Foto: Dulce Miranda/MujeresNet

Por Georgina Ligeia Rodríguez Gallardo


Frente a los cambios que las madres han tenido en cuanto al rol ‘propio de su género’, el de los padres también se ha transformado, trayendo con ello la participación en el ámbito de la familia no sólo como proveedor, sino en la crianza y las actividades en el hogar.



Los niños y niñas de hoy tienen la oportunidad de vivir nuevas formas de familia y de los roles de sus padres y madres. Es cierto que las mujeres desde hace algunos años disponen de espacios negados a generaciones precedentes, como es el  estudiar lo que desean y trabajar en lo que aspiran sin importar si son mujeres. Quizá nuestras madres estudiaron y trabajaron en lo llamado propio de su género. Esto ha cambiado;  las mujeres de fines del siglo XX y principios del XXI son ingenieras, astronautas, conductoras de camiones, trabajadoras de la construcción, soldadoras, fontaneras, pilotos de avión, y cualquier actividad o profesión que deseen.

Sí, es cierto que el ser madre es inalienable a la mujer –si desean serlo, claro-, pero se le suman nuevas actividades y espacios. Paralelamente el rol de padre también se ha transformado. Ahora los hombres tienen oportunidad de participar en el ámbito de la familia, no solo como proveedores, sino en la crianza y realizando actividades en el hogar.

Las familias son diferentes, por tanto la crianza también lo es; veremos los resultados de esto en unas generaciones.

Ciertamente se ve aún como una concesión para la mujer y para el hombre, la  incursión en actividades fuera del hogar y su irrupción al interior de los hogares, respectivamente.  Pero el cambio es evidente, ahora somos testigos/as de hombres solos con sus hijos en el cine, en el súper, llevándolos al parque y en caso de divorcio muchos hombres buscan obtener la custodia permanente de los hijos/as. La razón es que no pueden vivir sin ellos/ellas, lo que es una derivación de la convivencia y por tanto no soportan la separación.

Podemos afirmar que los padres de ahora son diferentes, buscan sus espacios para ejercer su rol, conviven y participan en las actividades del hogar y cuidado de los/las menores. Las familias son diferentes, por tanto la crianza también lo es; veremos los resultados de esto en unas generaciones. Son padres que cocinan, lavan y además siguen siendo proveedores.
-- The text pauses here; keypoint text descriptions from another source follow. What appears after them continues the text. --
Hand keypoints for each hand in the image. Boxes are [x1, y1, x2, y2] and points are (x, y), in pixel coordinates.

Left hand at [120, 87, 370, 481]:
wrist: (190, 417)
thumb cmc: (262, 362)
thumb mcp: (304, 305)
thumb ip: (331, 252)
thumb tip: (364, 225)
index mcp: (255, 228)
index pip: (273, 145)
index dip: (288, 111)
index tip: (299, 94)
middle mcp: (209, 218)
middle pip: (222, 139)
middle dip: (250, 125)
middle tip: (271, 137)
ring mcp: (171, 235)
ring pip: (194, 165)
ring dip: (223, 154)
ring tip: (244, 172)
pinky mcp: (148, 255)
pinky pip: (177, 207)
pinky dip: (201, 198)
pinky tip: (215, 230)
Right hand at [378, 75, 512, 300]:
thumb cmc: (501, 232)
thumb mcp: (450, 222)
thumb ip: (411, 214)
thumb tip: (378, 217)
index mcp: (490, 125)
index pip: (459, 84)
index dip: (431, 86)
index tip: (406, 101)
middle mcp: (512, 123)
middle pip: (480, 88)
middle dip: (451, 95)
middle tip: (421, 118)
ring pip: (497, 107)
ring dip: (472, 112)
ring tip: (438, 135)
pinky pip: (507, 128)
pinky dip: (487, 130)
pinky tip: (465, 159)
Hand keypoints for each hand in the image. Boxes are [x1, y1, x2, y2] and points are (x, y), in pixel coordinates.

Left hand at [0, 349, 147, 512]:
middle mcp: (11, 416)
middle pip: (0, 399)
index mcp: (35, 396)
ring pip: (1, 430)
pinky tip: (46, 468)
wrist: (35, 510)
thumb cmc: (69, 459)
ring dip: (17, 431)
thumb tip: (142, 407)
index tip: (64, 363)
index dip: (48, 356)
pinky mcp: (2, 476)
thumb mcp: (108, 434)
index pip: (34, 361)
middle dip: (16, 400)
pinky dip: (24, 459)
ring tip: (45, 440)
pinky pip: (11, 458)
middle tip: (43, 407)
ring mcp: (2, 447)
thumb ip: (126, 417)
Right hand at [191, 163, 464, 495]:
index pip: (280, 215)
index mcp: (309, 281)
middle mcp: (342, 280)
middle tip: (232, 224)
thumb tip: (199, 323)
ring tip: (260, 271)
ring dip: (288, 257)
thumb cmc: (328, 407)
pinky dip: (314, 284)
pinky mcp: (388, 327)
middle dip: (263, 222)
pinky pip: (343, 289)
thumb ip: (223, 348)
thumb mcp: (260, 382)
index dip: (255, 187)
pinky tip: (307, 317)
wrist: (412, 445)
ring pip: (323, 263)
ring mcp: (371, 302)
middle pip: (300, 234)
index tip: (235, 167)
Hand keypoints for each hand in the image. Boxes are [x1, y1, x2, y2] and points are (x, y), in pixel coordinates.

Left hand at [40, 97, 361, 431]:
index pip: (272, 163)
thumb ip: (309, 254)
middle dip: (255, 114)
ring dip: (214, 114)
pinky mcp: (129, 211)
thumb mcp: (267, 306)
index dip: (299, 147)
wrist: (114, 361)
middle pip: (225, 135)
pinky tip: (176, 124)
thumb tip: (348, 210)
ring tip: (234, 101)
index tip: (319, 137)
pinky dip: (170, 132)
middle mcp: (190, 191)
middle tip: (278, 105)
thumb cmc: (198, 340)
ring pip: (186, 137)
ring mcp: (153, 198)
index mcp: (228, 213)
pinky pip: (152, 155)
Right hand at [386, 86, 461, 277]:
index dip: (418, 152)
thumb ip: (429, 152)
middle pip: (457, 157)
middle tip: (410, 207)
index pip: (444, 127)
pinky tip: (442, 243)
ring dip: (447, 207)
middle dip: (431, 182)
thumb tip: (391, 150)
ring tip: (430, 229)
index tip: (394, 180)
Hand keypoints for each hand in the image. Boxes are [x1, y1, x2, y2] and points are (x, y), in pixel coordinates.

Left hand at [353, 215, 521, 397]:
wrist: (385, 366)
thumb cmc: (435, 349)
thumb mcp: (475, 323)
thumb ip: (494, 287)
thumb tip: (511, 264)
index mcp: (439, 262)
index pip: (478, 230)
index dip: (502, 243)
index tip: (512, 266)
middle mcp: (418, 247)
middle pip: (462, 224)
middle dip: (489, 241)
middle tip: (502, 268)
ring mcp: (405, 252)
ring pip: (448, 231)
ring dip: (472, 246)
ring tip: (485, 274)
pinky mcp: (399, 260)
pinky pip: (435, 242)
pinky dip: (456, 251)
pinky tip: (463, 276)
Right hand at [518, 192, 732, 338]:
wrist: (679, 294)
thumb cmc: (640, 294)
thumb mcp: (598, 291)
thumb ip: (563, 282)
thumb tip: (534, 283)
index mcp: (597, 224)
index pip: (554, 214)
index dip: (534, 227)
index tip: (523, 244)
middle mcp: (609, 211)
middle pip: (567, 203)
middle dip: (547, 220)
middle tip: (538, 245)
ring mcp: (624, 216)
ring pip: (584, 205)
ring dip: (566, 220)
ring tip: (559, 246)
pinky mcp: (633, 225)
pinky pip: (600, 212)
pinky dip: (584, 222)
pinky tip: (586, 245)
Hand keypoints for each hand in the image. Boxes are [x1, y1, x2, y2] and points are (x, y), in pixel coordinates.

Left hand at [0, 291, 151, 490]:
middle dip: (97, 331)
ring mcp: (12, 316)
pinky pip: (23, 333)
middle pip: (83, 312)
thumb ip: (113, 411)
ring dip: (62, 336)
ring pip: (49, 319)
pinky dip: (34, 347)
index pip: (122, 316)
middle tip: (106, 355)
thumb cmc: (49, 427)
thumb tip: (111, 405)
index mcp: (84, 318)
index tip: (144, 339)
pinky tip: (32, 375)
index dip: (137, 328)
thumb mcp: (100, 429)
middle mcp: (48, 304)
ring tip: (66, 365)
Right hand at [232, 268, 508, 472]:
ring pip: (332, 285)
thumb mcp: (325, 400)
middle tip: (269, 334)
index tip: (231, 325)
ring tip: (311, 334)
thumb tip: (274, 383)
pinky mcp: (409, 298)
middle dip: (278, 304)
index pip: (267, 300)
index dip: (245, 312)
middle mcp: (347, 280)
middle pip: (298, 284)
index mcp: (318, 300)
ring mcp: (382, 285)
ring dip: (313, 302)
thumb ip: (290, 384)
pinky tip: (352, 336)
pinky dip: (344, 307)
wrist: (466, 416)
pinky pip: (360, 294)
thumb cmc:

Las mujeres ahora conviven con nuevas masculinidades y aprenden a compartir esa difícil labor de la crianza y de las labores del hogar. Es cierto que los roles tradicionales siguen vigentes, pero ahora son matizados y se deben de ir gestando cambios.

Es cierto que los roles tradicionales siguen vigentes, pero ahora son matizados y se deben de ir gestando cambios.

Por otra parte, veremos cómo las estructuras sociales buscarán mantener vigentes los roles tradicionales dado que por siglos han funcionado en la sociedad para mantener lo que no es otra cosa que lo biológico que busca posicionarse por encima de lo social: la reproducción de la especie. La procreación y crianza deben de continuar con el fin de garantizar nuevas generaciones, si bien este ya no debería de ser un tema que preocupe a la especie humana –sino más bien el control natal- pero el deseo se mantiene y la integración de una familia continúa como una razón de vida para los y las jóvenes.

No olvidemos que hombres y mujeres realizan sacrificios personales, de aspiraciones, de sueños para integrar una familia. No son solo las mujeres las que renuncian y limitan sus expectativas profesionales, que en este caso sería lo esperado social y culturalmente (rol de madre); en el caso de los hombres (rol de padre) poco se conoce de la renuncia de sus anhelos, a lo que desisten por su trabajo que es el sustento de la familia (rol de proveedor) y por la convivencia familiar que va ganando terreno en la figura paterna del siglo XXI. ¡Feliz día papás!